**Problem to solve:** Please tally the lines below that contain the string "Novembro" and reply with that figure only.

Stored data
=== Section Start ===

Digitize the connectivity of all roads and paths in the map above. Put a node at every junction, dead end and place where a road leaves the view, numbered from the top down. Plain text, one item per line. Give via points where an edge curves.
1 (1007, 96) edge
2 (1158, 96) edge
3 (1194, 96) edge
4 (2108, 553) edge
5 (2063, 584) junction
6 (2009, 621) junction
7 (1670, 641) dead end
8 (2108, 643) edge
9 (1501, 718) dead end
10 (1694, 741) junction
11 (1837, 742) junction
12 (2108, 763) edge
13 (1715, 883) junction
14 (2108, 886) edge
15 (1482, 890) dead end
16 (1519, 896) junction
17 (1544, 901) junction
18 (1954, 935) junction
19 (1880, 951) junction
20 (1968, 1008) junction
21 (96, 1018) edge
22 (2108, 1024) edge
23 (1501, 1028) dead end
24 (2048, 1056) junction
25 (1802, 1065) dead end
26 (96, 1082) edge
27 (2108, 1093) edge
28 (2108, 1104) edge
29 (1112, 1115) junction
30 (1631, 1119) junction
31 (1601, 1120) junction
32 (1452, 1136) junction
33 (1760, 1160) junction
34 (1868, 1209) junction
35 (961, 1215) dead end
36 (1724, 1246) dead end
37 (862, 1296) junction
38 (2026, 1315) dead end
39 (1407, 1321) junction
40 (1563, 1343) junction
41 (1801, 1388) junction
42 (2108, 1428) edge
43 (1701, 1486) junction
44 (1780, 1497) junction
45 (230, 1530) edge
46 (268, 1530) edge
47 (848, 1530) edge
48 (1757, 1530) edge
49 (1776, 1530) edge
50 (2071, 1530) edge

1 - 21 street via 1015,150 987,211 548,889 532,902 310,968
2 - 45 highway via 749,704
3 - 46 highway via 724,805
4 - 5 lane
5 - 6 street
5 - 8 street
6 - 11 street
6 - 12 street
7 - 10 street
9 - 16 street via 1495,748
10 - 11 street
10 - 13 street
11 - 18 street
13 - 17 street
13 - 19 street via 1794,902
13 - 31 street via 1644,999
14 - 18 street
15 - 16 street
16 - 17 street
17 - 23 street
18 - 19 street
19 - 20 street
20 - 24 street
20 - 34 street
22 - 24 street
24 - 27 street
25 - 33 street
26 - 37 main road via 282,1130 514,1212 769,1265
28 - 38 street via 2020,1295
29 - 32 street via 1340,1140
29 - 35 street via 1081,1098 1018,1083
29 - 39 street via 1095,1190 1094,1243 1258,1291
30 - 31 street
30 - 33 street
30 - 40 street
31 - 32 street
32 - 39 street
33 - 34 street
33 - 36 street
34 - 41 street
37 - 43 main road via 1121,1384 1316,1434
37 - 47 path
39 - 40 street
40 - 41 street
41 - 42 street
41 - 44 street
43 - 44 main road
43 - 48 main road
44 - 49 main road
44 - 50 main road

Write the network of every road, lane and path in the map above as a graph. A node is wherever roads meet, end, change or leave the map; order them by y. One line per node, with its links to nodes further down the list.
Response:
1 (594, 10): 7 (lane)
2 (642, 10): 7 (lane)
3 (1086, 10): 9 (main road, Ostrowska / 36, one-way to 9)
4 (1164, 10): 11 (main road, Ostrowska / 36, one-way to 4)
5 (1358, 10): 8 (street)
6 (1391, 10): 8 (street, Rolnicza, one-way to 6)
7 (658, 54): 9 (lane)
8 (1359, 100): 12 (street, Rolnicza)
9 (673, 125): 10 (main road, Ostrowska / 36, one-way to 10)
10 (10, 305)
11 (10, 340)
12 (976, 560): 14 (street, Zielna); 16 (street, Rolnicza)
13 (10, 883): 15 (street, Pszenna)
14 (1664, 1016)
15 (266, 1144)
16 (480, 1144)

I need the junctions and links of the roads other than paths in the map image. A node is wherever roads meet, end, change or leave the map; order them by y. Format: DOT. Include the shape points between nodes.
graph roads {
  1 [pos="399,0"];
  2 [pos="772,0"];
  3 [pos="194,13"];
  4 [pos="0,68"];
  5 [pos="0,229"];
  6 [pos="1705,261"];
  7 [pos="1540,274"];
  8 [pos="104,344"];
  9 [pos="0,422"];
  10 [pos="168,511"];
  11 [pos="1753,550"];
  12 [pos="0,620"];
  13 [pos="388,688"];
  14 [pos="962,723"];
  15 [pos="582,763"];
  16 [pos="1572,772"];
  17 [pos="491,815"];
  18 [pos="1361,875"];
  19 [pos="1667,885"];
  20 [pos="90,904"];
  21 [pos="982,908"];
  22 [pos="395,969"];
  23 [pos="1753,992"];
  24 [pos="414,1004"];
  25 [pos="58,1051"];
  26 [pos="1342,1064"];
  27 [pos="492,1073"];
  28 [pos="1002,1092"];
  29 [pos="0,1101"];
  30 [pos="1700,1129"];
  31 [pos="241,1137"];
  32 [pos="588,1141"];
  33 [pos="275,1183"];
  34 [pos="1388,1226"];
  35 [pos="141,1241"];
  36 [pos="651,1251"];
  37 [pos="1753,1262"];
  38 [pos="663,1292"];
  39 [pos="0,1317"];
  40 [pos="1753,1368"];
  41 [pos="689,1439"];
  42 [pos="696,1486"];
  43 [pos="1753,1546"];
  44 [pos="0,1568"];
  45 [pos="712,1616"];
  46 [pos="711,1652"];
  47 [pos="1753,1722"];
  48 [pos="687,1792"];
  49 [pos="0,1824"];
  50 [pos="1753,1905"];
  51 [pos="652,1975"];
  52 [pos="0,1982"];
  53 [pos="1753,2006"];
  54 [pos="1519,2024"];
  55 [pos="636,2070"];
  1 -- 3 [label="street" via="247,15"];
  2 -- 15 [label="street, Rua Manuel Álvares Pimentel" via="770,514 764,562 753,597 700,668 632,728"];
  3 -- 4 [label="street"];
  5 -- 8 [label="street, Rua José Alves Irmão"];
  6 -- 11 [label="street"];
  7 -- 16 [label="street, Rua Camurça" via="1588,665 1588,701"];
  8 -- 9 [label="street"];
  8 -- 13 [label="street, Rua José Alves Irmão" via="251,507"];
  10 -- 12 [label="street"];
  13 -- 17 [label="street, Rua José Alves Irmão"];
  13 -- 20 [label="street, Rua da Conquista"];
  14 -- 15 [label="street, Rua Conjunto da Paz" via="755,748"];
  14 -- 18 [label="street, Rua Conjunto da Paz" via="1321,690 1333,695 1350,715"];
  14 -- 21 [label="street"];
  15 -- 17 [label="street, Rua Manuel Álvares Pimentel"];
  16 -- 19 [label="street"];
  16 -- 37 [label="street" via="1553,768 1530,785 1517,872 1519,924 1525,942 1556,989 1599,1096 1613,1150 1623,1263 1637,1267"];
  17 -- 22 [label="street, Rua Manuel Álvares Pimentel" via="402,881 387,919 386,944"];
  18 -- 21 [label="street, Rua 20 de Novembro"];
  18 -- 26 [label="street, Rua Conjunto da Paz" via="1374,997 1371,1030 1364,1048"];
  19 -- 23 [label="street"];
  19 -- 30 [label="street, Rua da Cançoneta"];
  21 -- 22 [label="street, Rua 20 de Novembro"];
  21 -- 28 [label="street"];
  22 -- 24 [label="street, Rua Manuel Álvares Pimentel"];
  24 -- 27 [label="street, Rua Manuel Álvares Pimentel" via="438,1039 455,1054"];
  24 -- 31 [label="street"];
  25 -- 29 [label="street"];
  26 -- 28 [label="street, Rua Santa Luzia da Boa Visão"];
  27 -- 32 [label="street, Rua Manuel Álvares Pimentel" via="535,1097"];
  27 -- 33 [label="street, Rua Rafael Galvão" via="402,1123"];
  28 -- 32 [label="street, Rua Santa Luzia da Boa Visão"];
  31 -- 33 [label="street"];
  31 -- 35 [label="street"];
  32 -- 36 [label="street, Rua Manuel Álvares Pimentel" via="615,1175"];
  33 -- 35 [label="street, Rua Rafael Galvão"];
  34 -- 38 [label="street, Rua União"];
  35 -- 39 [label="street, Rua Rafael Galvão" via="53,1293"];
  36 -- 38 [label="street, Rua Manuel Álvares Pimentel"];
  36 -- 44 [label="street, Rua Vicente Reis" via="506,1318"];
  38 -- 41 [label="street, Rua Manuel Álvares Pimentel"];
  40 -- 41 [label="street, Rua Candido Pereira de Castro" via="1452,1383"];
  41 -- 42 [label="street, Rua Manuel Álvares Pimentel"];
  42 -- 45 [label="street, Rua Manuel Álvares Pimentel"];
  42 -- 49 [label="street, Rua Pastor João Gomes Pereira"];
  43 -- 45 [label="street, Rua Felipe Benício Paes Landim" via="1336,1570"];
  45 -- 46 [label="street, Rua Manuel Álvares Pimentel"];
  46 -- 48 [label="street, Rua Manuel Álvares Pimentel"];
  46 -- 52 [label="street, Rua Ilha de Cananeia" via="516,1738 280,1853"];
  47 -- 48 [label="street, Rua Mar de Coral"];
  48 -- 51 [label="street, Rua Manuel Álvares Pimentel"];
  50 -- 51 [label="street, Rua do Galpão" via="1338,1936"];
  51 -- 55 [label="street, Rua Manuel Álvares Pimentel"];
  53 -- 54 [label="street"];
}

=== Section End ===

**Result for this exercise:** 2